United Electric – Call to Action!

As many of you know by now, Washington Senator Murray and Governor Inslee have released a preliminary report on ways to mitigate removal of the Lower Snake River Dams (LSRDs). United Electric is disappointed that the report focused on dam removal and neglected to fully consider the far-reaching consequences that removing the LSRDs will have on the region’s communities, including Mini-Cassia, that are served by non-profit, cooperatives like United Electric.

The Lower Snake River Dams are an essential source of clean, reliable, renewable and affordable hydropower generation for millions of households in the Northwest. The four lower Snake River dams – Ice Harbor, Lower Monument, Little Goose and Lower Granite – are a part of the Federal Columbia River Power System, the largest source of clean electricity in the region.

These four dams alone produce well over 2,000 MW of sustained winter peaking capacity of clean, reliable, carbon-free energy.

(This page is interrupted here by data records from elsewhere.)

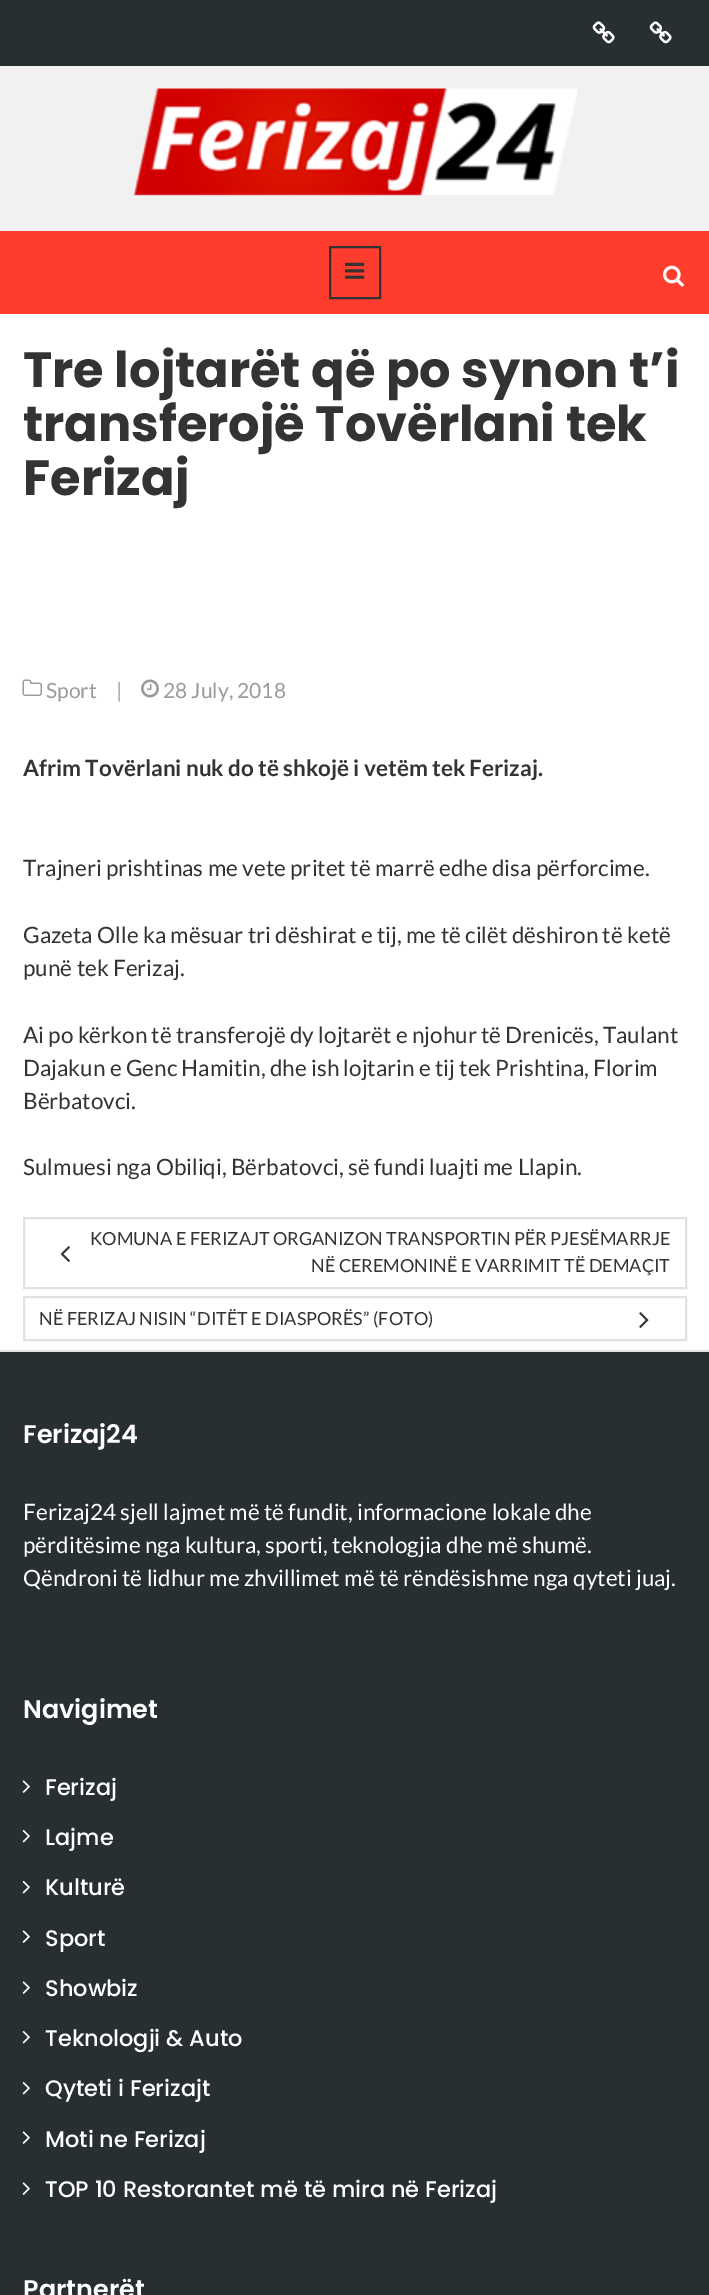 %!PS
<< /PageSize [709 2295] >> setpagedevice
/rgb { 3 { 255 div 3 1 roll } repeat setrgbcolor } def
/font { [ exch dup neg 0 0 3 -1 roll 0 0 ] selectfont } def
/text { moveto show } def
/picture { 5 dict begin { /h /w /y /x /name } { exch def } forall
  gsave x y translate w h scale
  w h 8 [w 0 0 h 0 0] name (r) file false 3 colorimage grestore end } def
0 2295 translate 1 -1 scale
4 setmiterlimit
255 255 255 rgb
0 0 709 2295 rectfill
39 47 50 rgb
0 0 709 66 rectfill
(img_01.rgb) 592 21 23 23 picture
(img_01.rgb) 649 21 23 23 picture
241 241 241 rgb
0 66 709 165 rectfill
(img_02.rgb) 133 88 445 108 picture
255 61 46 rgb
0 231 709 83 rectfill
51 51 51 rgb
2 setlinewidth
330 247 50 51 rectstroke
(img_03.rgb) 345 262 20 17 picture
(img_04.rgb) 663 265 21 22 picture
(img_05.rgb) 22 679 20 17 picture
(img_06.rgb) 141 679 18 19 picture
225 225 225 rgb
24 1218 662 70 rectstroke
(img_07.rgb) 60 1246 10 16 picture
24 1297 662 43 rectstroke
(img_08.rgb) 639 1312 10 16 picture
0 1350 709 2 rectfill
39 47 50 rgb
0 1352 709 943 rectfill
(img_09.rgb) 22 1780 8 13 picture
(img_10.rgb) 22 1829 8 14 picture
(img_10.rgb) 22 1880 8 14 picture
(img_09.rgb) 22 1930 8 13 picture
(img_09.rgb) 22 1981 8 13 picture
(img_10.rgb) 22 2030 8 14 picture
(img_10.rgb) 22 2081 8 14 picture
(img_09.rgb) 22 2131 8 13 picture
(img_09.rgb) 22 2182 8 13 picture
/Poppins-Bold 49.5 font
51 51 51 rgb
(Tre lojtarët që po synon t’i) 23 387 text
(transferojë Tovërlani tek) 23 441 text
(Ferizaj) 23 495 text
/Lato-Regular 21 font
154 154 154 rgb
(Sport) 46 698 text
(|) 116 698 text
(28 July, 2018) 163 698 text
/Lato-Bold 22.5 font
51 51 51 rgb
(Afrim Tovërlani nuk do të shkojë i vetëm tek Ferizaj.) 23 776 text
/Lato-Regular 22.5 font
(Trajneri prishtinas me vete pritet të marrë edhe disa përforcime.) 23 876 text
(Gazeta Olle ka mësuar tri dëshirat e tij, me të cilët dëshiron të ketë) 23 943 text
(punë tek Ferizaj.) 23 976 text
(Ai po kërkon të transferojë dy lojtarët e njohur të Drenicës, Taulant) 23 1043 text
(Dajakun e Genc Hamitin, dhe ish lojtarin e tij tek Prishtina, Florim) 23 1076 text
(Bërbatovci.) 23 1109 text
(Sulmuesi nga Obiliqi, Bërbatovci, së fundi luajti me Llapin.) 23 1175 text
/Lato-Regular 18 font
(KOMUNA E FERIZAJT ORGANIZON TRANSPORTIN PËR PJESËMARRJE) 90 1245 text
(NË CEREMONINË E VARRIMIT TË DEMAÇIT) 311 1272 text
(NË FERIZAJ NISIN “DITËT E DIASPORËS” \(FOTO\)) 39 1325 text
/Poppins-SemiBold 25.5 font
255 255 255 rgb
(Ferizaj24) 23 1443 text
/Lato-Regular 22.5 font
(Ferizaj24 sjell lajmet më të fundit, informacione lokale dhe) 23 1520 text
(përditësime nga kultura, sporti, teknologjia dhe më shumë.) 23 1553 text
(Qëndroni të lidhur me zhvillimet më të rëndësishme nga qyteti juaj.) 23 1586 text
/Poppins-SemiBold 25.5 font
(Navigimet) 23 1718 text
/Poppins-Medium 22.5 font
(Ferizaj) 45 1795 text
(Lajme) 45 1845 text
(Kulturë) 45 1895 text
(Sport) 45 1946 text
(Showbiz) 45 1996 text
(Teknologji & Auto) 45 2046 text
(Qyteti i Ferizajt) 45 2096 text
(Moti ne Ferizaj) 45 2147 text
(TOP 10 Restorantet më të mira në Ferizaj) 45 2197 text
/Poppins-SemiBold 25.5 font
(Partnerët) 23 2298 text
showpage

We need your help to provide a strong, member driven response to this effort to breach the LSRDs. You can help by submitting comments to our Idaho congressional delegation. Your comment will also be delivered to the Murray-Inslee study project. An easy-to-use comment form is available online at the following link: LSRD Comment Form. We anticipate that several national and regional organizations with various interests will be mobilizing their member networks across the country to provide comments.  We encourage an equally strong public power response. Comments should be submitted by July 11, 2022.

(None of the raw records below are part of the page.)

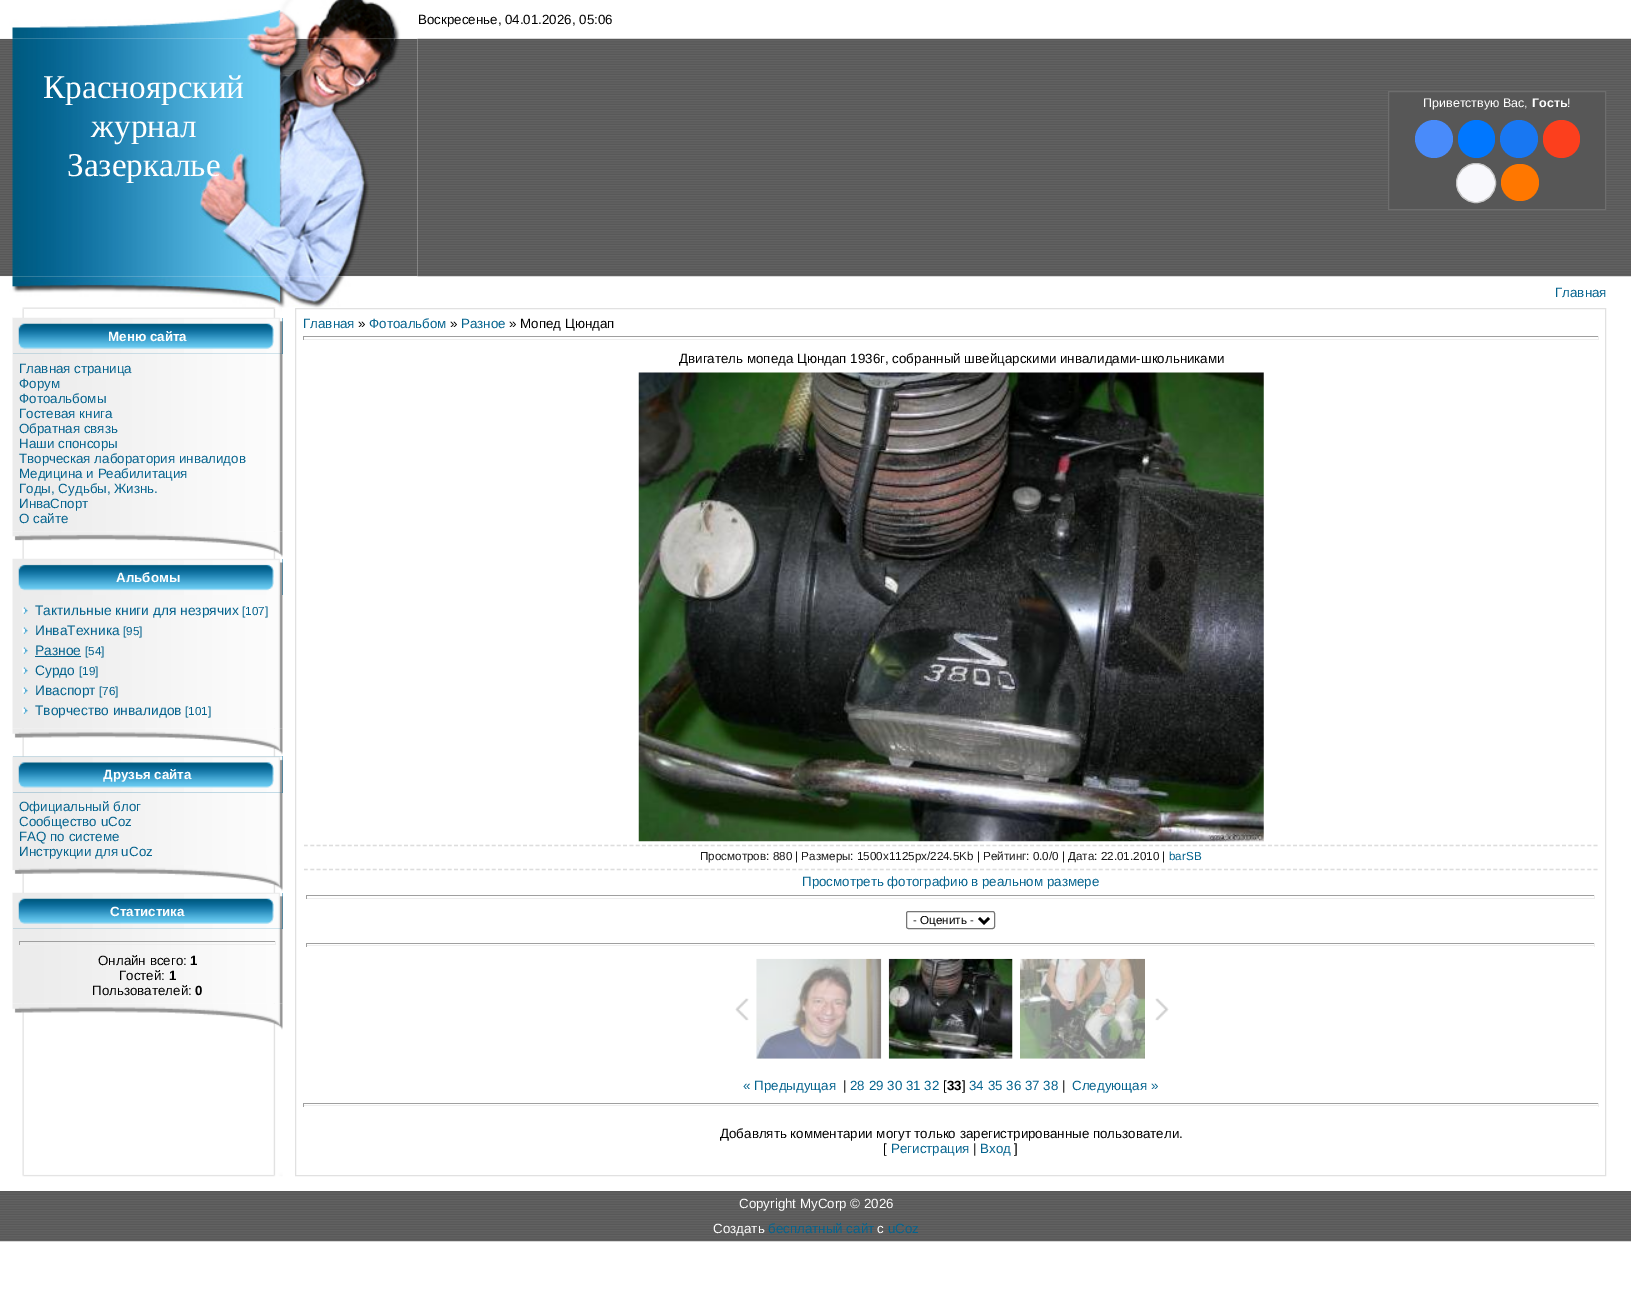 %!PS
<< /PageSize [1631 1304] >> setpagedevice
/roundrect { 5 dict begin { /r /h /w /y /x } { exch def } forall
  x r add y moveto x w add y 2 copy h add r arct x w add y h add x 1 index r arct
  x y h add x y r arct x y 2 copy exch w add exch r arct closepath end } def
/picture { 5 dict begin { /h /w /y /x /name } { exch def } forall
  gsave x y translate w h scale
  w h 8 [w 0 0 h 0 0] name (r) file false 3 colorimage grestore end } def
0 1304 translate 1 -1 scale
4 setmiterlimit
1 setgray
0 0 1631 1304 rectfill
(img2.rgb) 0 38 418 239 picture
(img3.rgb) 417 38 1214 239 picture
(img1.rgb) 0 0 418 39 picture
/LiberationSans-Regular [13.35 0 0 -13.35 0 0] selectfont
0 setgray
418 24 moveto (Воскресенье, 04.01.2026, 05:06) show
/LiberationSerif-Regular [33.25 0 0 -33.25 0 0] selectfont
1 setgray
43 98 moveto (Красноярский) show
91 137 moveto (журнал) show
67 176 moveto (Зазеркалье) show
0.341 setgray
newpath 1388.5 91.5 moveto 1605.5 91.5 lineto 1605.5 209.5 lineto 1388.5 209.5 lineto closepath gsave fill grestore
0.427 setgray
stroke
/LiberationSans-Regular [12.5 0 0 -12.5 0 0] selectfont
1 setgray
1423 107 moveto (Приветствую Вас,) show
/LiberationSans-Bold [12.5 0 0 -12.5 0 0] selectfont
1532 107 moveto (Гость) show
/LiberationSans-Regular [12.5 0 0 -12.5 0 0] selectfont
1567 107 moveto (!) show
0.286 0.545 0.98 setrgbcolor
newpath 1434 139 19 0 360 arc closepath fill
0 0.467 1 setrgbcolor
1458 120 37 38 18.5 roundrect fill
0.094 0.467 0.949 setrgbcolor
newpath 1519 139 19 0 360 arc closepath fill
0.988 0.247 0.114 setrgbcolor
1543 120 37 38 18.5 roundrect fill
0.973 0.973 0.988 setrgbcolor
newpath 1476 183 19.5 0 360 arc closepath gsave fill grestore
0.769 setgray
stroke
1 0.467 0 setrgbcolor
1501 164 38 37 18.5 roundrect fill
(img5.rgb) 22 307 261 870 picture
(img4.rgb) 0 276 418 32 picture
/LiberationSans-Regular [13.35 0 0 -13.35 0 0] selectfont
0.016 0.388 0.557 setrgbcolor
1555 297 moveto (Главная) show
0.082 0.467 0.651 setrgbcolor
13 318 270 36 rectfill
(img7.rgb) 12 317 271 37 picture
(img6.rgb) 13 307 269 11 picture
/LiberationSans-Bold [13.35 0 0 -13.35 0 0] selectfont
1 setgray
108 341 moveto (Меню сайта) show
(img8.rgb) 12 353 271 179 picture
/LiberationSans-Regular [13.35 0 0 -13.35 0 0] selectfont
0.016 0.388 0.557 setrgbcolor
19 373 moveto (Главная страница) show
19 388 moveto (Форум) show
19 403 moveto (Фотоальбомы) show
19 418 moveto (Гостевая книга) show
19 433 moveto (Обратная связь) show
19 448 moveto (Наши спонсоры) show
19 463 moveto (Творческая лаборатория инвалидов) show
19 478 moveto (Медицина и Реабилитация) show
19 493 moveto (Годы, Судьбы, Жизнь.) show
19 508 moveto (ИнваСпорт) show
19 523 moveto (О сайте) show
(img9.rgb) 12 531 271 26 picture
0.082 0.467 0.651 setrgbcolor
282 559 1 36 rectfill
(img10.rgb) 12 558 271 37 picture
/LiberationSans-Bold [13.35 0 0 -13.35 0 0] selectfont
1 setgray
116 582 moveto (Альбомы) show
(img11.rgb) 12 595 271 134 picture
(img12.rgb) 22 607 6 7 picture
/LiberationSans-Regular [13.75 0 0 -13.75 0 0] selectfont
0.016 0.388 0.557 setrgbcolor
35 615 moveto (Тактильные книги для незрячих) show
/LiberationSans-Regular [11.65 0 0 -11.65 0 0] selectfont
242 615 moveto ([107]) show
(img12.rgb) 22 627 6 7 picture
/LiberationSans-Regular [13.75 0 0 -13.75 0 0] selectfont
35 635 moveto (ИнваТехника) show
/LiberationSans-Regular [11.65 0 0 -11.65 0 0] selectfont
123 635 moveto ([95]) show
(img12.rgb) 22 647 6 7 picture
/LiberationSans-Regular [13.75 0 0 -13.75 0 0] selectfont
35 655 moveto (Разное) show
35 656 46 1 rectfill
/LiberationSans-Regular [11.65 0 0 -11.65 0 0] selectfont
85 655 moveto ([54]) show
(img12.rgb) 22 667 6 7 picture
/LiberationSans-Regular [13.75 0 0 -13.75 0 0] selectfont
35 675 moveto (Сурдо) show
/LiberationSans-Regular [11.65 0 0 -11.65 0 0] selectfont
79 675 moveto ([19]) show
(img12.rgb) 22 687 6 7 picture
/LiberationSans-Regular [13.75 0 0 -13.75 0 0] selectfont
35 695 moveto (Иваспорт) show
/LiberationSans-Regular [11.65 0 0 -11.65 0 0] selectfont
99 695 moveto ([76]) show
(img12.rgb) 22 707 6 7 picture
/LiberationSans-Regular [13.75 0 0 -13.75 0 0] selectfont
35 715 moveto (Творчество инвалидов) show
/LiberationSans-Regular [11.65 0 0 -11.65 0 0] selectfont
185 715 moveto ([101]) show
0.082 0.467 0.651 setrgbcolor
13 756 270 37 rectfill
(img14.rgb) 12 756 271 37 picture
(img13.rgb) 12 728 271 29 picture
/LiberationSans-Bold [13.35 0 0 -13.35 0 0] selectfont
1 setgray
103 779 moveto (Друзья сайта) show
(img15.rgb) 12 792 271 73 picture
/LiberationSans-Regular [13.35 0 0 -13.35 0 0] selectfont
0.016 0.388 0.557 setrgbcolor
19 811 moveto (Официальный блог) show
19 826 moveto (Сообщество uCoz) show
19 841 moveto (FAQ по системе) show
19 856 moveto (Инструкции для uCoz) show
0.082 0.467 0.651 setrgbcolor
13 893 270 36 rectfill
(img7.rgb) 12 892 271 37 picture
(img16.rgb) 12 865 271 28 picture
/LiberationSans-Bold [13.35 0 0 -13.35 0 0] selectfont
1 setgray
110 916 moveto (Статистика) show
(img17.rgb) 12 928 271 76 picture
0.624 setgray
19 941 257 1 rectfill
0.933 setgray
275 941 1 4 rectfill
19 944 257 1 rectfill
0.624 setgray
19 941 1 4 rectfill
/LiberationSans-Regular [13.35 0 0 -13.35 0 0] selectfont
0 setgray
98 965 moveto (Онлайн всего:) show
/LiberationSans-Bold [13.35 0 0 -13.35 0 0] selectfont
190 965 moveto (1) show
/LiberationSans-Regular [13.35 0 0 -13.35 0 0] selectfont
119 980 moveto (Гостей:) show
/LiberationSans-Bold [13.35 0 0 -13.35 0 0] selectfont
169 980 moveto (1) show
/LiberationSans-Regular [13.35 0 0 -13.35 0 0] selectfont
92 995 moveto (Пользователей:) show
/LiberationSans-Bold [13.35 0 0 -13.35 0 0] selectfont
195 995 moveto (0) show
(img18.rgb) 12 1003 271 27 picture
0.882 setgray
295.5 308.5 1310 867 rectstroke
/LiberationSans-Regular [13.35 0 0 -13.35 0 0] selectfont
0.016 0.388 0.557 setrgbcolor
303 328 moveto (Главная) show
0 setgray
358 328 moveto (») show
0.016 0.388 0.557 setrgbcolor
369 328 moveto (Фотоальбом) show
0 setgray
450 328 moveto (») show
0.016 0.388 0.557 setrgbcolor
461 328 moveto (Разное) show
0 setgray
509 328 moveto (» Мопед Цюндап) show
0.624 setgray
303 336 1296 1 rectfill
0.933 setgray
1598 336 1 4 rectfill
303 339 1296 1 rectfill
0.624 setgray
303 336 1 4 rectfill
0 setgray
679 363 moveto (Двигатель мопеда Цюндап 1936г, собранный швейцарскими инвалидами-школьниками) show
(img19.rgb) 638 372 626 470 picture
0.867 setgray
1.2 setlinewidth
[3.75 2.51] 0 setdash
newpath 304 845.5 moveto 1597.5 845.5 lineto stroke
newpath 304 869.5 moveto 1597.5 869.5 lineto stroke
/LiberationSans-Regular [11.65 0 0 -11.65 0 0] selectfont
0.102 setgray
700 860 moveto (Просмотров: 880 | Размеры: 1500x1125px/224.5Kb | Рейтинг: 0.0/0 | Дата: 22.01.2010 |) show
0.016 0.388 0.557 setrgbcolor
1169 860 moveto (barSB) show
/LiberationSans-Regular [13.35 0 0 -13.35 0 0] selectfont
802 886 moveto (Просмотреть фотографию в реальном размере) show
0.624 setgray
306 895 1289 1 rectfill
0.933 setgray
1594 895 1 4 rectfill
306 898 1289 1 rectfill
0.624 setgray
306 895 1 4 rectfill
0.463 setgray
1 setlinewidth
[] 0 setdash
906.5 911.5 88 17 2 roundrect stroke
0 setgray
2.5 setlinewidth
newpath 979 918 moveto 984 923 lineto 989 918 lineto stroke
/LiberationSans-Regular [11.65 0 0 -11.65 0 0] selectfont
913 924 moveto (- Оценить -) show
0.624 setgray
306 943 1289 1 rectfill
0.933 setgray
1594 943 1 4 rectfill
306 945 1289 1 rectfill
0.624 setgray
306 943 1 4 rectfill
(img20.rgb) 735 998 14 23 picture
(img21.rgb) 756 958 126 101 picture
(img22.rgb) 888 958 125 101 picture
(img23.rgb) 1020 958 125 101 picture
(img24.rgb) 1155 998 14 23 picture
/LiberationSans-Regular [13.35 0 0 -13.35 0 0] selectfont
0.016 0.388 0.557 setrgbcolor
743 1090 moveto (« Предыдущая) show
0 setgray
843 1090 moveto (|) show
0.016 0.388 0.557 setrgbcolor
850 1090 moveto (28 29 30 31 32) show
0 setgray
943 1090 moveto ([) show
/LiberationSans-Bold [13.35 0 0 -13.35 0 0] selectfont
947 1090 moveto (33) show
/LiberationSans-Regular [13.35 0 0 -13.35 0 0] selectfont
962 1090 moveto (]) show
0.016 0.388 0.557 setrgbcolor
969 1090 moveto (34 35 36 37 38) show
0 setgray
1062 1090 moveto (|) show
0.016 0.388 0.557 setrgbcolor
1072 1090 moveto (Следующая ») show
0.624 setgray
303 1103 1296 1 rectfill
0.933 setgray
1598 1103 1 4 rectfill
303 1105 1296 1 rectfill
0.624 setgray
303 1103 1 4 rectfill
0 setgray
720 1138 moveto (Добавлять комментарии могут только зарегистрированные пользователи.) show
883 1153 moveto ([) show
0.016 0.388 0.557 setrgbcolor
891 1153 moveto (Регистрация) show
0 setgray
973 1153 moveto (|) show
0.016 0.388 0.557 setrgbcolor
980 1153 moveto (Вход) show
0 setgray
1014 1153 moveto (]) show
0.341 setgray
0 1191 1631 1 rectfill
(img25.rgb) 0 1192 1631 50 picture
1 setgray
739 1208 moveto (Copyright MyCorp © 2026) show
713 1233 moveto (Создать) show
0.016 0.388 0.557 setrgbcolor
768 1233 moveto (бесплатный сайт) show
1 setgray
877 1233 moveto (с) show
0.016 0.388 0.557 setrgbcolor
888 1233 moveto (uCoz) show
showpage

Below are a few key points about the LSRDs and the Murray-Inslee report that you may use with your comments:

  • During recent extreme weather and operational events, the LSRDs played an irreplaceable role in avoiding or reducing the magnitude and duration of blackouts. There was no evident alternative source for the electricity supplied by the LSRDs in the report. LSRDs reduced the magnitude and duration of blackouts outside the region too, particularly in California.
  • The risks of extreme electricity prices and blackouts are the highest they have been since the Western Energy Crisis took place 20 years ago – and removing the LSRDs dramatically increases the risk of soaring prices and blackouts. A number of recent developments have led to an electric grid that is the most vulnerable and strained it has been since the Western Energy Crisis.
  • Removal of the LSRDs may prove to be the tipping point, nudging the Northwest system into acute scarcity of electric supply. The Federal hydro system, and particularly the LSRDs, are in a critical position of maintaining grid reliability and preventing blackouts in the West.
  • Replacing the LSRDs will take decades, and available technological options cannot provide the same combination of low cost, reliable and flexible attributes.
  • Removing the LSRDs will make the transition to the clean energy goals more difficult.  The report fails to analyze the energy-related CO2 implications of removing the LSRDs. Natural gas will likely need to replace generation of the LSRDs in the near term, increasing carbon emissions and delaying a zero-carbon grid by years.  Even if the LSRDs could be replaced with wind and solar, there will be no net reduction in carbon emissions.
  • Losing the LSRDs could increase consumer electricity rates by 25% or more. Replacing the generating capabilities of the LSRDs alone would cost at least $15 billion under a carbon-free future.  This type of financial hardship threatens to irreparably harm the vulnerable communities we serve.
  • The outcome of this effort may impact the fate of the remainder of the Federal Columbia River Power System. No assurance has been offered that the remaining Federal projects are protected if the LSRDs are removed. And it is not clear that, absent an act of Congress, such protections are possible.